![]() |
ilustrasi :) |
Bahasa
dalam dunia nyata (offline world) umumnya terdiri dalam 3 bagian yaitu
secara tertulis, lisan, dan non-verbal. Bahasa yang digunakan dalam dunia nyata
seperti ucapan kita sehari-hari, dalam media cetak, dan simbol/kode yang kita
tujukan pada lawan bicara kita. Sedangkan penggunaan bahasa dalam dunia maya
seperti penggunaan facebook (jejaring sosial yang lain), blog,
website, dsb.

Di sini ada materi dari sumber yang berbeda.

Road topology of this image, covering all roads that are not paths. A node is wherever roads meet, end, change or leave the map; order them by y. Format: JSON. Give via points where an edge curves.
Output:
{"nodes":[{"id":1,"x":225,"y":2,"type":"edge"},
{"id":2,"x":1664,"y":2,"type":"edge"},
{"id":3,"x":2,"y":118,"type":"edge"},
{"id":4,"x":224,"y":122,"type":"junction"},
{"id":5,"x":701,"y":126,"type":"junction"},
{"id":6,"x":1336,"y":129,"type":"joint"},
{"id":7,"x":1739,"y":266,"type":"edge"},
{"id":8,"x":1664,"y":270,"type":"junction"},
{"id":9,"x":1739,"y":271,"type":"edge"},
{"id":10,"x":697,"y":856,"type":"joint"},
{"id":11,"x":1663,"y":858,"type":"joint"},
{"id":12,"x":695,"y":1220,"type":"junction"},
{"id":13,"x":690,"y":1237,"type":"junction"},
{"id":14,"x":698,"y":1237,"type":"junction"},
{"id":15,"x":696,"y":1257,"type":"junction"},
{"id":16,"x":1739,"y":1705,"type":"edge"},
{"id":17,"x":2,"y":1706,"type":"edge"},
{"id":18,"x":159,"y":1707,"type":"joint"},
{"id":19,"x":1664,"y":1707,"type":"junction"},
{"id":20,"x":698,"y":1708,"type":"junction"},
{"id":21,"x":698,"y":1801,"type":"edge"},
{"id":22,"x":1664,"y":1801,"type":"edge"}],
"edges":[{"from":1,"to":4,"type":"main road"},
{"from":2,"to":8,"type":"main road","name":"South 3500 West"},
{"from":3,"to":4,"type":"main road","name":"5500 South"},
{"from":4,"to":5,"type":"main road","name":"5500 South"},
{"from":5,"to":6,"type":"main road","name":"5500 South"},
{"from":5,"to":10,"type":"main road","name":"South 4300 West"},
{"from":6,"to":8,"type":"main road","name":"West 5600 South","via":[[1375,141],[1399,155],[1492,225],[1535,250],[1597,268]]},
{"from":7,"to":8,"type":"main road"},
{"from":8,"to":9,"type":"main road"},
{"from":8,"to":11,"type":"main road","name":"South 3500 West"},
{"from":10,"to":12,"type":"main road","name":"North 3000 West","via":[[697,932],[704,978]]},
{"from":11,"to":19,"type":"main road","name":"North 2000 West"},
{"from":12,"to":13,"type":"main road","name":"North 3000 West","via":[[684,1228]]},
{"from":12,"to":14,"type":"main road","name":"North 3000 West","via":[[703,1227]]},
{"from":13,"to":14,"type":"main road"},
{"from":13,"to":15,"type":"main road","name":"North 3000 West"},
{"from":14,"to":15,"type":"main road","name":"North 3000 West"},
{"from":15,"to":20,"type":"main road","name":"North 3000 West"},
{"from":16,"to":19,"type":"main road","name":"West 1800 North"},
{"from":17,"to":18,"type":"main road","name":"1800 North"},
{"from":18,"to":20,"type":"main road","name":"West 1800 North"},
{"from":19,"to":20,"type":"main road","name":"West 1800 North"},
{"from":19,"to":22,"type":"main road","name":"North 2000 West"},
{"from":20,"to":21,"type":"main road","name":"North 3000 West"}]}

Melalui facebook, twitter, friendster, koprol, dan google
+ misalnya, orang-orang
bisa mengutarakan apa yang mereka rasakan dalam bentuk tertulis.
Pengutaraan
perasaan ataupun pesan dalam bahasa Indonesia tentunya dalam jejaring sosial
disajikan dengan efektif. Contohnya pertama bisa kita lihat pada komentar-komentar
yang terdapat di dalam facebook. Dalam komentar-komentar yang
diungkapkan tersebut bisa dari beragam bahasa. Setiap bahasa yang mereka
gunakan menggambarkan identitas mereka. Namun, pada kenyataannya, bahasa yang
mereka gunakan tidak selalu sesuai dengan identitas diri mereka. Pengguna facebook
bisa saja menulis kata-kata yang sopan sehingga kita berpikir bahwa orang
tersebut adalah orang yang baik dan ramah. Akan tetapi, pada kehidupan
sehari-harinya belum tentu orang tersebut adalah orang yang baik. Penciptaan
identitas di facebook sangatlah dangkal, terkadang pengguna facebook tidak
sungguh menunjukkan identitas mereka.
Sering
kali kita melihat ada teman atau saudara kita atau bahkan kita sendiri sering
melakukan update status yang tidak
jelas bahkan tidak penting, padahal di jejaring sosial terdapat banyak orang
yang dapat melihat status tersebut . Reaksi orang yang membaca status tersebut
bisa bermacam macam mulai dari cuek, risih, sedih, senang bahkan marah
jika status tersebut kurang berkenan dengan si pembaca atau melukai perasaan
seseorang. Begitulah kekuatan kata-kata, walau sudah dibuat ringkas (minimal
mungkin), tetap menimbulkan efek yang besar (maksimal). Muncullah pepatah baru “statusmu
harimaumu” diamini oleh pepatah lama “mulutmu harimaumu”. J
Contoh kedua, kehadiran media
sosial minimalis seperti Twitter
ternyata mengubah kebiasaan pengguna internet dalam berkomunikasi. Dulu, pada saat
baru muncul media blog, komunikasi yang ditampilkan masih beratus-ratus
karakter. Twitter lalu datang
menuntut kita untuk lebih cerdas dan efisien. Media ini menuntut kita
mengungkapkan pikiran, menyampaikan informasi, saling sapa, merayu, dan berhumor
ria cukup dengan 140 karakter.
Semakin jauh jaman menapak, semakin
jauh perkembangan komunikasi berkembang. Komunikasi yang menjadikan bahasa
sebagai salah satu komponennya menuntut sebuah keefektifan dalam menyampaikan
pesan dari penutur kepada mitra tutur. Dengan adanya jejaring sosial ini,
setidaknya kita (penggunanya) diajarkan bagaimana komunikasi efektif. Walaupun
bahasa yang digunakan bukan bahasa yang benar sesuai aturan EYD (Ejaan Yang
Disempurnakan). Tidak apa-apa sebenarnya, karena poin dari jejaring sosial
adalah komunikasi efektif dan efisien dengan agak mengesampingkan EYD itu.
Karena memang tujuannya seperti itu.